This guide fixes that. Every formula here comes with the trigger — the exact condition in the question that tells you which formula to use. Every worked example shows not just the calculation but the decision-making process: why this formula and not that one.

In SSC CGL Tier 2, P&C and probability contribute 4–6 questions. In CAT, modern math accounts for 2–3 questions. In IBPS PO Mains, probability appears in 2–3 questions.

Part 1: The Counting Foundation — Before Any Formula

Every P&C problem is a counting problem. Before applying any formula, answer two questions:

Question 1 — Does order matter?

  • If YES — use Permutation (arrangement)
  • If NO — use Combination (selection)

Question 2 — Are repetitions allowed?

  • If YES — use nʳ formula
  • If NO — use standard P&C formulas

The Fundamental Counting Principle

If Task 1 can be done in m ways and Task 2 can be done in n ways, then both tasks together can be done in m × n ways.

Worked Example 1:
A person has 4 shirts and 3 trousers.
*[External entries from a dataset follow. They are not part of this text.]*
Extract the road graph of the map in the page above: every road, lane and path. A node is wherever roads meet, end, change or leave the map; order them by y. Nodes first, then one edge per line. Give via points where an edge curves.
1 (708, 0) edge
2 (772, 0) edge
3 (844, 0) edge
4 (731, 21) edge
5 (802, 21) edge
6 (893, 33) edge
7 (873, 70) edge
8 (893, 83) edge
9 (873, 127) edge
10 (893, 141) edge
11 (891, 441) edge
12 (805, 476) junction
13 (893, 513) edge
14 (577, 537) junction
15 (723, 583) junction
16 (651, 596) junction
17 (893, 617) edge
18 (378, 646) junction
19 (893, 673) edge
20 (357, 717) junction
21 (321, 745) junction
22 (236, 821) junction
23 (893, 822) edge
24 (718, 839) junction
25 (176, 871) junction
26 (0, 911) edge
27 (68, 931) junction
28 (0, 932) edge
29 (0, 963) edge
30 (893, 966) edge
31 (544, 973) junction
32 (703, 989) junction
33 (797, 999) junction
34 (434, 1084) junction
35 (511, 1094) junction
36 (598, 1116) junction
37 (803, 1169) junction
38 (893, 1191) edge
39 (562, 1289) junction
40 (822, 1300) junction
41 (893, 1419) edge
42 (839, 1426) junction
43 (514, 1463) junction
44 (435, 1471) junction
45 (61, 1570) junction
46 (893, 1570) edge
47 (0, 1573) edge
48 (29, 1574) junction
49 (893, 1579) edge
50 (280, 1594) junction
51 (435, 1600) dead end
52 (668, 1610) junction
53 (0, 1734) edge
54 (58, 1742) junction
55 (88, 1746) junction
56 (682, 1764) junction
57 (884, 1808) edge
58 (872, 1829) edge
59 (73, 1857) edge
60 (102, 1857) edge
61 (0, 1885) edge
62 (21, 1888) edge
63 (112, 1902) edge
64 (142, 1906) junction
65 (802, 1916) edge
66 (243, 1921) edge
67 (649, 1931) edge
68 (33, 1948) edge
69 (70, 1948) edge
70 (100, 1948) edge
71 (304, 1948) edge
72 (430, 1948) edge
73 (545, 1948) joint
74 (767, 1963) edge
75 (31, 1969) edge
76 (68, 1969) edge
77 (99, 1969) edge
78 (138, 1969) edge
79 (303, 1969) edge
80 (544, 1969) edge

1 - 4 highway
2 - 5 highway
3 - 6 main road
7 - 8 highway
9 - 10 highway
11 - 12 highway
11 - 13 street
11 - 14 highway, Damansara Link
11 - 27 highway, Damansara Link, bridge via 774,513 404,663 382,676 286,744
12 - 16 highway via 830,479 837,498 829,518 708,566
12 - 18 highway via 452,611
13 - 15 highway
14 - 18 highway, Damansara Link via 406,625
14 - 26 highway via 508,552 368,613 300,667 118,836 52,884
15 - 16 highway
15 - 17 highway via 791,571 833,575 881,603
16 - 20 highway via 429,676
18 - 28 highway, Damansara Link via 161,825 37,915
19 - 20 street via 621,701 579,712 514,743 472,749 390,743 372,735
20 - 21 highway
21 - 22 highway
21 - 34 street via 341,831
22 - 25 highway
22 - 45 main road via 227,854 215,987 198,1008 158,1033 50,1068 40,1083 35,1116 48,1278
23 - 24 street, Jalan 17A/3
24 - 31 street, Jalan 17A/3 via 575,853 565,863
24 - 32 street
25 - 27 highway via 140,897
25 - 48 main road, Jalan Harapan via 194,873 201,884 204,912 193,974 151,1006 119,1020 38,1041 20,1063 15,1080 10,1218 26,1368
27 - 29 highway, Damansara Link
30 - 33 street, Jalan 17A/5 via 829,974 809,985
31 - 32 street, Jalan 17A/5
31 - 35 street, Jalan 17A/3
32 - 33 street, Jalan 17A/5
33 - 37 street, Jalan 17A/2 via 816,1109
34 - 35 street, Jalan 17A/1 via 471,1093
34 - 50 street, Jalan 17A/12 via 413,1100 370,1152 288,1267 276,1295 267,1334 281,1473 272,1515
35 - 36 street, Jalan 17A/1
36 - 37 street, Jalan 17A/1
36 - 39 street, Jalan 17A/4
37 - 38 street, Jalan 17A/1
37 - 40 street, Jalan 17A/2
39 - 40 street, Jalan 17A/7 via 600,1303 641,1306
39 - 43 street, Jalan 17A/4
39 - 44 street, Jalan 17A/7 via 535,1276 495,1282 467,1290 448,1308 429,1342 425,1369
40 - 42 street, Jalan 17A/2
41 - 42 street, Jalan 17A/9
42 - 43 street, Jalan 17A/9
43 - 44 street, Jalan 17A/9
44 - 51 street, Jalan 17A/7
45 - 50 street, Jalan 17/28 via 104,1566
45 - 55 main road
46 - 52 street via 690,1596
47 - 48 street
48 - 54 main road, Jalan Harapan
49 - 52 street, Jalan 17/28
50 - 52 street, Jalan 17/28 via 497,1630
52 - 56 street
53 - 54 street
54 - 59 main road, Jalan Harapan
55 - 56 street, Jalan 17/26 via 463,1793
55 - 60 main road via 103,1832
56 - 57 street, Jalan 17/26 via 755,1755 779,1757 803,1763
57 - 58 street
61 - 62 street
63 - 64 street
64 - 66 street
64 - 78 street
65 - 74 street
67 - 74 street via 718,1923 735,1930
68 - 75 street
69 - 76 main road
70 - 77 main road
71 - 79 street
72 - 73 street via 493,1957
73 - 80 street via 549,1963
How many outfits can he make?

Outfits = 4 × 3 = 12

Addition vs. Multiplication Rule

Multiply when tasks are done together (AND condition).
Add when tasks are alternatives (OR condition).

Worked Example 2:
A student can travel from A to B by 3 buses or 2 trains. How many ways?

Ways = 3 + 2 = 5 (OR condition)

Worked Example 3:
A to B: 3 buses. B to C: 4 trains. Total ways?

Ways = 3 × 4 = 12 (AND condition)

Part 2: Permutations — Arrangements Where Order Matters

The Core Formula

ⁿPᵣ = n! / (n - r)!

Factorial values to memorize:

  • 0! = 1
  • 1! = 1
  • 2! = 2
  • 3! = 6
  • 4! = 24
  • 5! = 120
  • 6! = 720
  • 7! = 5040

Worked Example 4 — Basic Permutation

In how many ways can 4 students be arranged from a group of 7?

⁷P₄ = 7 × 6 × 5 × 4 = 840

Shortcut: ⁿPᵣ = n × (n-1) × (n-2) ... (r terms)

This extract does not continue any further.